Habitu8's Complete Security Awareness Program Plan & Strategy Guide
The purpose of this guide is to provide actionable guidance and strategy for establishing and maturing your security awareness program. This guide is based on real-life experience from the experts who created the security awareness programs for The Walt Disney Company, Sony Pictures Entertainment, Activision Blizzard, and more.
*Security Awareness is a universal term for the sake of this guide. There are many ways to refer to it that we've seen ranging from Security Education, Trust, and Culture to highlight a few. Pick one that feels right within your company culture.
Security awareness is a highly important function and will have by default, high visibility & impact across the company. This is one of very few programs within organizations that interacts with end users on a consistent basis, and should be supported as such.
Your security awareness program goals and initiatives will quickly become obvious to your end users. Programs unable to connect with the unique culture of the company will fail quickly. This is security marketing. We're trying to do the same thing as consumer brands, influence user's decision making process in a way that benefits the advertiser. We're doing it to get users to make better security decisions. Makes sense, right?
SECURITY MARKETING: The use of marketing techniques within security awareness to create behavior change.
It will be crucial to the success of your program to establish a series of agreed upon goals and initiatives that have been approved by a small, internal committee. We've outlined goals we feel have the greatest impact and have been successful across multiple unique organizations and are proven to be highly effective.
First you'll want to know what the point of your program is and being able to state this clearly and simply will come in handy over time, trust us. Here is a soft example of what we suggest:
Program Mission Statement
The goal of the Security Awareness Program (or whatever you call yourself) is to change behavior. In order to change behavior and: (choose one which feels right for your company)
- nurture a culture of security, or
- communicate the correct security behavior, or
- create a secure-minded workforce, or
- not land on the front page of the news, or
- strengthen the human element of security risk, etc.
…the Security Awareness Program will address identifying bad/risky habits and replacing them with preferred/secure habits. This is a long-term, custom program designed to meet compliance and legal requirements as well as change behaviors.
Great!
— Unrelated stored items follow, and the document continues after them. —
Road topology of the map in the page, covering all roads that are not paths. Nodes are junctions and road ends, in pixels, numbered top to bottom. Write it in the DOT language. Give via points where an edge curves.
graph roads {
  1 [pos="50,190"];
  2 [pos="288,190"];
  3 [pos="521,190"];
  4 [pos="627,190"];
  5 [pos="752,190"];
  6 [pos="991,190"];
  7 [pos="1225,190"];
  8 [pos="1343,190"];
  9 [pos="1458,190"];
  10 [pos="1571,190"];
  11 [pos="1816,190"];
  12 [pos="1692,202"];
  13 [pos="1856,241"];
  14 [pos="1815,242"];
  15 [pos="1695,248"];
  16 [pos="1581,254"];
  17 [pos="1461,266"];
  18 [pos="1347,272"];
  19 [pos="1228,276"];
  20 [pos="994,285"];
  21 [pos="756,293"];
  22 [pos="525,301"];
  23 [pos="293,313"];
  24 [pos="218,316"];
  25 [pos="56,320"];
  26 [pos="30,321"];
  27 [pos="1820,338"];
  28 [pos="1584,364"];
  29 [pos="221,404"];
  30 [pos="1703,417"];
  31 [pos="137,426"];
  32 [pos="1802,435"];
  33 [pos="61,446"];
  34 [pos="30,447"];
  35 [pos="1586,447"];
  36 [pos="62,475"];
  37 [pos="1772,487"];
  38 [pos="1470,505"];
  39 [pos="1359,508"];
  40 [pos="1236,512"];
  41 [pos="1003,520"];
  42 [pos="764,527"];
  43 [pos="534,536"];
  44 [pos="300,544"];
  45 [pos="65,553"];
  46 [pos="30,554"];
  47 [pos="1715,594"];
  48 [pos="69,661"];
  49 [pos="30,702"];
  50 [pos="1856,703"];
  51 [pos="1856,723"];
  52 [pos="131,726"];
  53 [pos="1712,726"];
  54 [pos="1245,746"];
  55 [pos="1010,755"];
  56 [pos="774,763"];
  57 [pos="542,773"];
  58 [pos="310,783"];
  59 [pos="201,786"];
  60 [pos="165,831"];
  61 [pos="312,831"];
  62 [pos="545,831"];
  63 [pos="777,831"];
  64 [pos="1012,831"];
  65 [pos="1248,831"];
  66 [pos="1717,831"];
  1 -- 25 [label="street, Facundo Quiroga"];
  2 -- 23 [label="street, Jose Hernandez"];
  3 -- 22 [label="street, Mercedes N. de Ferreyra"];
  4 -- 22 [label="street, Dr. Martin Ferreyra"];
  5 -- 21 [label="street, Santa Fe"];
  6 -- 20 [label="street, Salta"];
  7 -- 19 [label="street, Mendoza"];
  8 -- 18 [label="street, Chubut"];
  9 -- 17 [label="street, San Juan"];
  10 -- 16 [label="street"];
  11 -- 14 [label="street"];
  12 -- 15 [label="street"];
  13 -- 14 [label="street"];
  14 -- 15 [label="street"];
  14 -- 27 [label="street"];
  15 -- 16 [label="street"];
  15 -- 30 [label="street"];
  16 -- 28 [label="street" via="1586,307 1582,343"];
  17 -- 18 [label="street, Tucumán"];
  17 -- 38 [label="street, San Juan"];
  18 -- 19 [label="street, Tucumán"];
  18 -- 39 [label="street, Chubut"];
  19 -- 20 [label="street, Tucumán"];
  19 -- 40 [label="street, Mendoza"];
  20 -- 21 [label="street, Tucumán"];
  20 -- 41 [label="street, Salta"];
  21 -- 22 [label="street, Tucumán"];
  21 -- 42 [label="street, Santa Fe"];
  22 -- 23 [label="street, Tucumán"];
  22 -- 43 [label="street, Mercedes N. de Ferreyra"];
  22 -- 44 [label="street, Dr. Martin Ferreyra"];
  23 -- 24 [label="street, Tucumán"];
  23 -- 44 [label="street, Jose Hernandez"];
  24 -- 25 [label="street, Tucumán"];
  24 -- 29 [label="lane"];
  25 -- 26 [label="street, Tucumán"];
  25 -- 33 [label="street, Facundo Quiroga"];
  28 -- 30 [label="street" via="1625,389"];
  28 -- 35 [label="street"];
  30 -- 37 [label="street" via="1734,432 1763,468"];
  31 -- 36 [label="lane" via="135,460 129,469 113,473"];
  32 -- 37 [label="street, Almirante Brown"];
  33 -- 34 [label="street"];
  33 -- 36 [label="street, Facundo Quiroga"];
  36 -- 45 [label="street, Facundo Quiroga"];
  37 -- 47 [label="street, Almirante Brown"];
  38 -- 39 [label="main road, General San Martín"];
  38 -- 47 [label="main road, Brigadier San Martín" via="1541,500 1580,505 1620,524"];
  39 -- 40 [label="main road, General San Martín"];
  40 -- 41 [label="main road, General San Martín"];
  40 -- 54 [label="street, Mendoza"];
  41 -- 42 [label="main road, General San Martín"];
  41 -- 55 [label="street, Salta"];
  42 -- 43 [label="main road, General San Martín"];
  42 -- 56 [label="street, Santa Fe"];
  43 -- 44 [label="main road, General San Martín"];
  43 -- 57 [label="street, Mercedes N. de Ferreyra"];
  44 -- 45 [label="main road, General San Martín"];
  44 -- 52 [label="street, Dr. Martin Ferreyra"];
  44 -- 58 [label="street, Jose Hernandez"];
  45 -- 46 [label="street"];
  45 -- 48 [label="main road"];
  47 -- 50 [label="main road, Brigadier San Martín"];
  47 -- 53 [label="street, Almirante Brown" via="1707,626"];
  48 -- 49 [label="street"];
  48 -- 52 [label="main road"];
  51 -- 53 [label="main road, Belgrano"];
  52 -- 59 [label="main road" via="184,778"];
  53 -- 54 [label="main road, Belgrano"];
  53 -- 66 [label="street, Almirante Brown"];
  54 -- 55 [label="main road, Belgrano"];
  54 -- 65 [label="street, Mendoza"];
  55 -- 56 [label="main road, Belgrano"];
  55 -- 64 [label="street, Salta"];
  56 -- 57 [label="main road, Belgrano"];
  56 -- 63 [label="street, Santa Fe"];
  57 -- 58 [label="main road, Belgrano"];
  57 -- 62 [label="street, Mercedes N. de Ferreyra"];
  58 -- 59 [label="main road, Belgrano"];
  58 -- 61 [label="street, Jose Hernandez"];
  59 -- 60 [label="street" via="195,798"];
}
Now that we have stated the mission of the program, what you'll want to do next is highlight the key roles within the program. Roles, titles, and responsibilities around a security awareness program are going to be very different from company to company.
The majority of efforts are focused on engaging with employees in some form or another, whether it is mass communications, required training, phishing training, or local events. A company that recognizes this early will be able to build that culture of security with less resistance. For your consideration:
MANAGER, SECURITY AWARENESS
Ideally, the Security Awareness Program should be managed by a dedicated resource, focused on building and maturing the role and initiatives of the program. This should be a senior level management role, or equivalent, within the information security or risk teams.
Historically, successful roles similar to this pull from the creative/right brain world, likely from a marketing/advertising background.
Establish a resource with soft people skills, high emotional intelligence, and a powerful communicator. You likely have enough technical resources and SME’s for this role to learn the technical threats and risk knowledge from, however creativity and effective communication can be harder to teach.
It will be critical that senior leadership across all stakeholder departments acknowledge the importance of the role and provide appropriate support. When possible, this security awareness manager should have a direct line of communication with the most senior information security leadership, likely the CISO, CTO, CIO, etc.
The CISO should be a clear champion of the program, role, and values of the program. The CISO can provide input and guidance regarding executive board concerns/fears, supporting conversations whenever possible, and representing the goals of the program to senior leadership.
The CISO should work to gain the buy-in of the executive board and provide top-down, unified support for the security awareness program.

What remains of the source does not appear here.